- **DESCRIPTION OF THE TASK**: Copy out the lines below that hold the word "Navolato".

Stored data entries
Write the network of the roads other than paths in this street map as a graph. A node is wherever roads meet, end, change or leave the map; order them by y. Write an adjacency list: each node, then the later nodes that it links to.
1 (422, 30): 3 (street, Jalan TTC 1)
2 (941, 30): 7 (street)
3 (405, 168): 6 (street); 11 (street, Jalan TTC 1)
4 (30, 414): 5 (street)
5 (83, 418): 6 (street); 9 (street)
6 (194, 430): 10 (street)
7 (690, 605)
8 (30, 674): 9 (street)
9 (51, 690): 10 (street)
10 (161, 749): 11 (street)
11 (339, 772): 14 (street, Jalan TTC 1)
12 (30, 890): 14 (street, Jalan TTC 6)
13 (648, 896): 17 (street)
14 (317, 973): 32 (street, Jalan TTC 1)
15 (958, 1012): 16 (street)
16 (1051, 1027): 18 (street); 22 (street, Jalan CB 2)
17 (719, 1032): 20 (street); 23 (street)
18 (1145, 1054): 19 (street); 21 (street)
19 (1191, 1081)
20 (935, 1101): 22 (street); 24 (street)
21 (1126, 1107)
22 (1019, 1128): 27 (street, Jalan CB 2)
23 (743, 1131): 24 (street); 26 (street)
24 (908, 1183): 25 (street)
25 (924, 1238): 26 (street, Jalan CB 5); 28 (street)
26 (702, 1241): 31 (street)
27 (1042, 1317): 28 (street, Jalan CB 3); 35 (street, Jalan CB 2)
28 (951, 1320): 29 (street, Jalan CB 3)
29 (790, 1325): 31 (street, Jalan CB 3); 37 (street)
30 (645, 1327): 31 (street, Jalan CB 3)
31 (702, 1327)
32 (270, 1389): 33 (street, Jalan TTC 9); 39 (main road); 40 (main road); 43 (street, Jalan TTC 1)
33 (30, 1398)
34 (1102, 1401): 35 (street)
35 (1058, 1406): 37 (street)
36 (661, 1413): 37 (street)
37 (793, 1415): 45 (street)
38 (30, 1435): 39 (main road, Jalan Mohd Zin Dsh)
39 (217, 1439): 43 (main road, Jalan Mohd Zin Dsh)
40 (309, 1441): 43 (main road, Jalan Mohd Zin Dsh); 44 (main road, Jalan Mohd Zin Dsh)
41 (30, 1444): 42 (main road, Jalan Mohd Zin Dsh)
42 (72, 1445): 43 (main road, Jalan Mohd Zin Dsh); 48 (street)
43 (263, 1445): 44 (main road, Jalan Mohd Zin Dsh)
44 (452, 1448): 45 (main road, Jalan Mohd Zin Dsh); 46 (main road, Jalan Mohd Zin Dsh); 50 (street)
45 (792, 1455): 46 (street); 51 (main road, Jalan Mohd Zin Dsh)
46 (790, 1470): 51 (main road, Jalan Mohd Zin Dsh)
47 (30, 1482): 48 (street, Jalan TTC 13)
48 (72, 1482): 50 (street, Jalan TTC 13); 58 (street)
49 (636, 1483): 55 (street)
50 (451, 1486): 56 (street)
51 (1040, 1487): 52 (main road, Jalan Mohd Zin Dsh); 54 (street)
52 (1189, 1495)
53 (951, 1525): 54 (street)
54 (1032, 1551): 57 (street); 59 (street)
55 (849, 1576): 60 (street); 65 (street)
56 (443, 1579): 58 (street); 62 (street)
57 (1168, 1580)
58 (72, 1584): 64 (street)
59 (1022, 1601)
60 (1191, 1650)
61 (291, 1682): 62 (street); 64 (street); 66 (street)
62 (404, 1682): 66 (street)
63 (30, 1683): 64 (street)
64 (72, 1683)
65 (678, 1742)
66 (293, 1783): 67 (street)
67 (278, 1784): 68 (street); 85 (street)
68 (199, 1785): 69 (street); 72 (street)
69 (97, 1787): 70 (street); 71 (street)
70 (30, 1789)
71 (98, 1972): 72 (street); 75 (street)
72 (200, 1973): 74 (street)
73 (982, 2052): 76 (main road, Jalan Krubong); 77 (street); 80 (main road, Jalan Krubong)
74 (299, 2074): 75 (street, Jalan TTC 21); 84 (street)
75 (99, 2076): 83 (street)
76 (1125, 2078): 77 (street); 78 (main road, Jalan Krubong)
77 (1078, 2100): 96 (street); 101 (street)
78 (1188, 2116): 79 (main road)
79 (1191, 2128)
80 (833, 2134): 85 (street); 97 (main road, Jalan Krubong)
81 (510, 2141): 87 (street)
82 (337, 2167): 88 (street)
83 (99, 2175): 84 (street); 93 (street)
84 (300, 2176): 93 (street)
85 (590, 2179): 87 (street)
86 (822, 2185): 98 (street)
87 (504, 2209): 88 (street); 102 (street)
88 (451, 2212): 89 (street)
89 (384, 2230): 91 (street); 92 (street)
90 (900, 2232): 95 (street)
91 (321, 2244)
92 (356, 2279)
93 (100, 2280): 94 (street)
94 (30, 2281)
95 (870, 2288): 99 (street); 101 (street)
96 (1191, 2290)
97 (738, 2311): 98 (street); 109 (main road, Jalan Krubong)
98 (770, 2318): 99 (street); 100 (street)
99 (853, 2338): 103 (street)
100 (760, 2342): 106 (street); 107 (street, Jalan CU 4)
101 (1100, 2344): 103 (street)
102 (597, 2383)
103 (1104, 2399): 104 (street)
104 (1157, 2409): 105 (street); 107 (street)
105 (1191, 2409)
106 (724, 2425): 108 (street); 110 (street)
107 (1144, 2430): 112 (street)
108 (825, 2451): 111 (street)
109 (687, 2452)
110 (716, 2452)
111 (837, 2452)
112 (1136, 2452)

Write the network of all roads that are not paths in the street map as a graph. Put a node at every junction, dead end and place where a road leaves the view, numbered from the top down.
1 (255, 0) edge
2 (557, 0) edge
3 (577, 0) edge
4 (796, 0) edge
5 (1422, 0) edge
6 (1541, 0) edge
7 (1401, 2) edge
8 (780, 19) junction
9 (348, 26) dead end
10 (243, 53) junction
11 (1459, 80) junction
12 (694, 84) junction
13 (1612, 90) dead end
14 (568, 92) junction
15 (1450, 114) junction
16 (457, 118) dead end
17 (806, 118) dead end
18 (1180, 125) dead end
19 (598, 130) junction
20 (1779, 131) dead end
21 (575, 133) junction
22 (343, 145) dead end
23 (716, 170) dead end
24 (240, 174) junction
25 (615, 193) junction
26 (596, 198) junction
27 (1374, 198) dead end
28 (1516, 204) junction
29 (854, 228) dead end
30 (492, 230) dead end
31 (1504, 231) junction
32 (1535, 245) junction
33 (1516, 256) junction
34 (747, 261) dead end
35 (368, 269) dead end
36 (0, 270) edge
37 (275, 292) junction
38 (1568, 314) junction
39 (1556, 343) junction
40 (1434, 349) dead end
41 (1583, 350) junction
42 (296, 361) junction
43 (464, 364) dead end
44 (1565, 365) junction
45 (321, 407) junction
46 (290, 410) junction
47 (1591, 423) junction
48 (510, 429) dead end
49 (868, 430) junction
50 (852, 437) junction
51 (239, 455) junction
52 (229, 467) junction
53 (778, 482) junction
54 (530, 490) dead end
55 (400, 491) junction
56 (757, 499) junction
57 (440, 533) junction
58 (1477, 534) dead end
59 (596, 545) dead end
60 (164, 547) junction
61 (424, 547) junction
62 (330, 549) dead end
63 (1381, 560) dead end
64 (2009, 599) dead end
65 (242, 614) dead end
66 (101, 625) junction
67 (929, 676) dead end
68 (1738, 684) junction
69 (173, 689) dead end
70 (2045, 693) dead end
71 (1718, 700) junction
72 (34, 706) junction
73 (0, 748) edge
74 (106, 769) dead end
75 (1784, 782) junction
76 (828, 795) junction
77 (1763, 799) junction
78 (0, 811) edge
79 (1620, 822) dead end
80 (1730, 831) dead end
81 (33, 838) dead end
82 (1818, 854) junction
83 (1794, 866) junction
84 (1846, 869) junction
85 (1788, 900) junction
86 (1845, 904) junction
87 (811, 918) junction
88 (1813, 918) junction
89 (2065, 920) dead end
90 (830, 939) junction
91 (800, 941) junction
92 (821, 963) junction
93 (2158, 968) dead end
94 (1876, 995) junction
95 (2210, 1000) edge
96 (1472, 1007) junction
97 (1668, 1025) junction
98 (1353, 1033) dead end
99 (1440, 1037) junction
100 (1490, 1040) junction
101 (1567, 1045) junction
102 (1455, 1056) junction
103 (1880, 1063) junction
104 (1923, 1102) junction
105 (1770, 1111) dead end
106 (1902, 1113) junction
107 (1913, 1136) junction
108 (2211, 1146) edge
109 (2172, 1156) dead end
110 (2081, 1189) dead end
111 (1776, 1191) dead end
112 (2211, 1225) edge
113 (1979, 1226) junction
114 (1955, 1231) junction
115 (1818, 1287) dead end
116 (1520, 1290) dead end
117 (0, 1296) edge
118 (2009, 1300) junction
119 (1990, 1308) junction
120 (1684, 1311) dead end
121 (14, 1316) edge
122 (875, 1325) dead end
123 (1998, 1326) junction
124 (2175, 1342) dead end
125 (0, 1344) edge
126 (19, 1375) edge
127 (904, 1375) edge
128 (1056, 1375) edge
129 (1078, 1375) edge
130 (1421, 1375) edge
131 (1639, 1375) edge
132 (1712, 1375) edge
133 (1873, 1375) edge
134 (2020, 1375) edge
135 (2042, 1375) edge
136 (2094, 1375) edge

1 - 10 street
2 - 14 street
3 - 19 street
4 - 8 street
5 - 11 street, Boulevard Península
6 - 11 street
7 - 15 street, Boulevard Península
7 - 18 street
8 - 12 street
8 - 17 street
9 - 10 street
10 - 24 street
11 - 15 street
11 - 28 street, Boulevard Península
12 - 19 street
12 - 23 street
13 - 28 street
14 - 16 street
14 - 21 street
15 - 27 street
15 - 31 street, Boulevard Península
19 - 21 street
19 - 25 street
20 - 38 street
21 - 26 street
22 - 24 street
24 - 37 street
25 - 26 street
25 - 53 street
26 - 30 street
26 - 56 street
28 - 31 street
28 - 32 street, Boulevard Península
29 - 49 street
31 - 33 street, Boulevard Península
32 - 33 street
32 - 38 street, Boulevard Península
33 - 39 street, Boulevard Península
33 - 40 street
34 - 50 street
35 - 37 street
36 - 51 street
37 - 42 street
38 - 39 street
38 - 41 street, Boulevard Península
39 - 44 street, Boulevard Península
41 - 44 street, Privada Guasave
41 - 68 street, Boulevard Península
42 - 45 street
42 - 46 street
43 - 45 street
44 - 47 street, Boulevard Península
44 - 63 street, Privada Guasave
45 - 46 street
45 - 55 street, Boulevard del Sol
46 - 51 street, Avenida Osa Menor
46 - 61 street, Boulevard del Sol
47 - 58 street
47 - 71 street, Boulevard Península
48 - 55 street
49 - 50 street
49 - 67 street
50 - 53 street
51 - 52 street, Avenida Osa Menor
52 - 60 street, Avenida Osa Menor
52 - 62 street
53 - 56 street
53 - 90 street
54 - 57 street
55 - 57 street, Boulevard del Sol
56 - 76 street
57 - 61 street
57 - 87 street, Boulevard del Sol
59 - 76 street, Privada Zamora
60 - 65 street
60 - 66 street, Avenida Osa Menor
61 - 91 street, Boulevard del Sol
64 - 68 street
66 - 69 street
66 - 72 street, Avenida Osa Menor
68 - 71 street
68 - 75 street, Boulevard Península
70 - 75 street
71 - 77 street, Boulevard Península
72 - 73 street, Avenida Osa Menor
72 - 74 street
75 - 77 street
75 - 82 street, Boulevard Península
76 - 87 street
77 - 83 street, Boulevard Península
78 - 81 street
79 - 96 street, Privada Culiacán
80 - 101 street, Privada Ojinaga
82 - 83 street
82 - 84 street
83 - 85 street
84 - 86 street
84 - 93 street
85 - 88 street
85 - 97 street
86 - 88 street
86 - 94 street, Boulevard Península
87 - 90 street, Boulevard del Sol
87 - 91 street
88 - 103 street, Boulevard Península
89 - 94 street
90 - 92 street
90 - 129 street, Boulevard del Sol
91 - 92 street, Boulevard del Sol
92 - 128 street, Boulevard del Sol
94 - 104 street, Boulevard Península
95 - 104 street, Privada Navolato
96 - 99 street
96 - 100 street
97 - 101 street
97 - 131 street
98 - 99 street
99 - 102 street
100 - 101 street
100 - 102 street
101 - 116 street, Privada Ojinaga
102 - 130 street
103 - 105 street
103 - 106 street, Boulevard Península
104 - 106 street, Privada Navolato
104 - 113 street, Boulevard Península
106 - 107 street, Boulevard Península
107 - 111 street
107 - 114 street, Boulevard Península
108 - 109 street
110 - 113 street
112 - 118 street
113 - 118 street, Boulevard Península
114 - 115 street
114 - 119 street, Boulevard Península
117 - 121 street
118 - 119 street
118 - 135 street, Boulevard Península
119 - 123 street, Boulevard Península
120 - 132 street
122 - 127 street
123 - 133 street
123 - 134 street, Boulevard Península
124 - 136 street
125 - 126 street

- **YOUR RESPONSE**:
95 - 104 street, Privada Navolato
104 - 106 street, Privada Navolato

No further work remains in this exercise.